The reply should hold every entry exactly as written and none of the pictures.

** Opening Exercise material block **

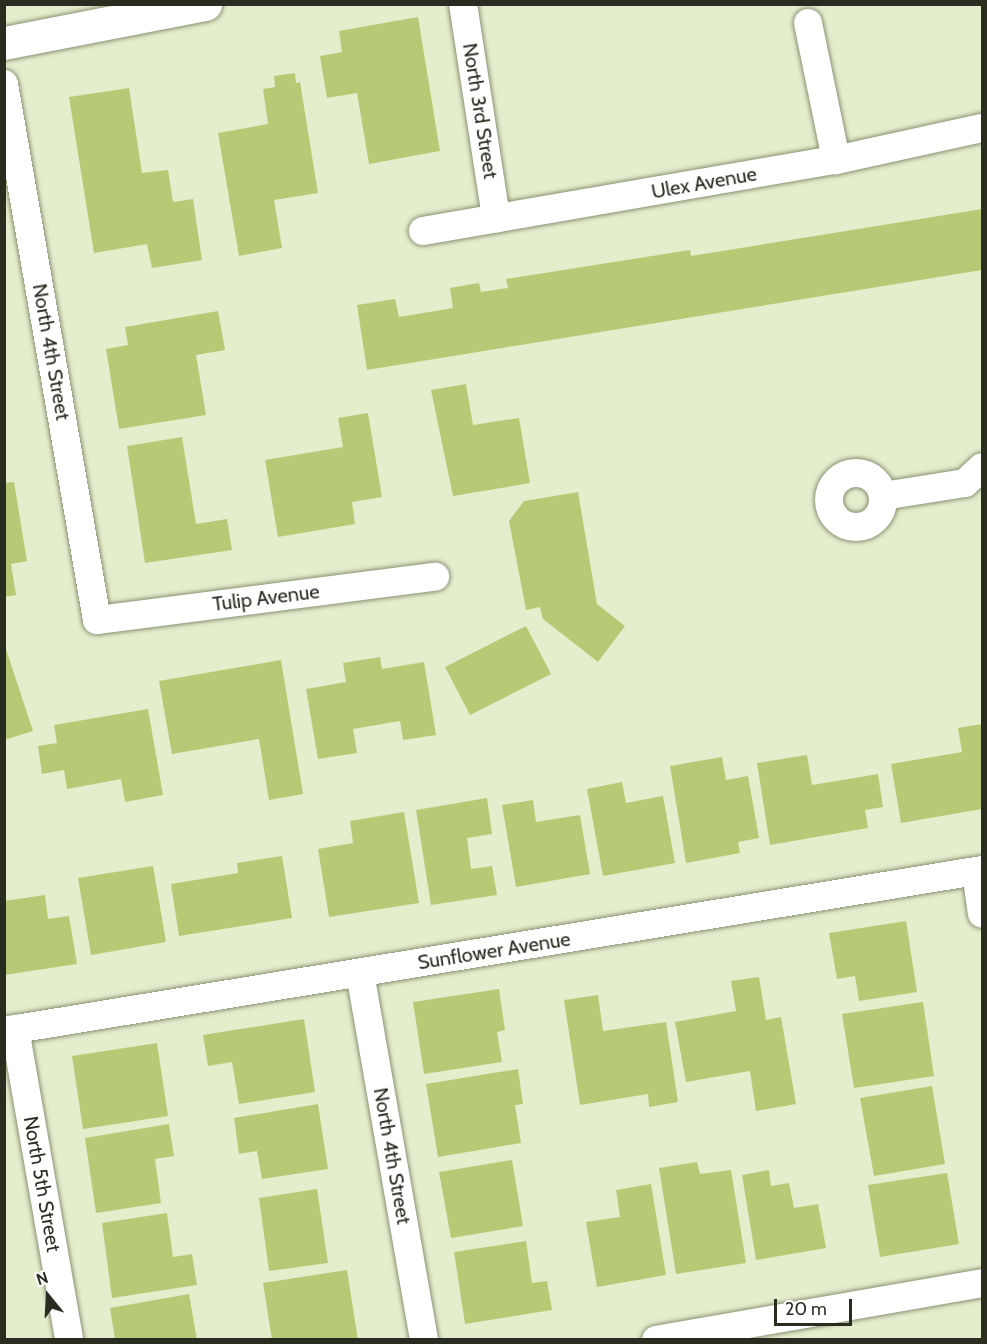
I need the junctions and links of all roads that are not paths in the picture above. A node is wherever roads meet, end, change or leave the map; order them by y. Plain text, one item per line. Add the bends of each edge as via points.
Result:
1 (205, 4) edge
2 (463, 4) edge
3 (808, 23) dead end
4 (4, 43) edge
5 (4, 84) edge
6 (982, 128) edge
7 (836, 160) junction
8 (496, 218) junction
9 (423, 231) dead end
10 (977, 481) edge
11 (883, 496) dead end
12 (435, 577) dead end
13 (97, 620) joint
14 (979, 871) edge
15 (982, 914) edge
16 (360, 973) junction
17 (10, 1030) edge
18 (982, 1283) edge
19 (69, 1340) edge
20 (424, 1340) edge
21 (656, 1340) edge

1 - 4 street
2 - 8 street, North 3rd Street
3 - 7 street
5 - 13 street, North 4th Street
6 - 7 street, Ulex Avenue
7 - 8 street, Ulex Avenue
8 - 9 street, Ulex Avenue
10 - 11 street
12 - 13 street, Tulip Avenue
14 - 15 street
14 - 16 street, Sunflower Avenue
16 - 17 street, Sunflower Avenue
16 - 20 street, North 4th Street
17 - 19 street, North 5th Street
18 - 21 street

** Closing Exercise material block **

» **Task output**
I need the junctions and links of all roads that are not paths in the picture above. A node is wherever roads meet, end, change or leave the map; order them by y. Plain text, one item per line. Add the bends of each edge as via points.
Result:
1 (205, 4) edge
2 (463, 4) edge
3 (808, 23) dead end
4 (4, 43) edge
5 (4, 84) edge
6 (982, 128) edge
7 (836, 160) junction
8 (496, 218) junction
9 (423, 231) dead end
10 (977, 481) edge
11 (883, 496) dead end
12 (435, 577) dead end
13 (97, 620) joint
14 (979, 871) edge
15 (982, 914) edge
16 (360, 973) junction
17 (10, 1030) edge
18 (982, 1283) edge
19 (69, 1340) edge
20 (424, 1340) edge
21 (656, 1340) edge

1 - 4 street
2 - 8 street, North 3rd Street
3 - 7 street
5 - 13 street, North 4th Street
6 - 7 street, Ulex Avenue
7 - 8 street, Ulex Avenue
8 - 9 street, Ulex Avenue
10 - 11 street
12 - 13 street, Tulip Avenue
14 - 15 street
14 - 16 street, Sunflower Avenue
16 - 17 street, Sunflower Avenue
16 - 20 street, North 4th Street
17 - 19 street, North 5th Street
18 - 21 street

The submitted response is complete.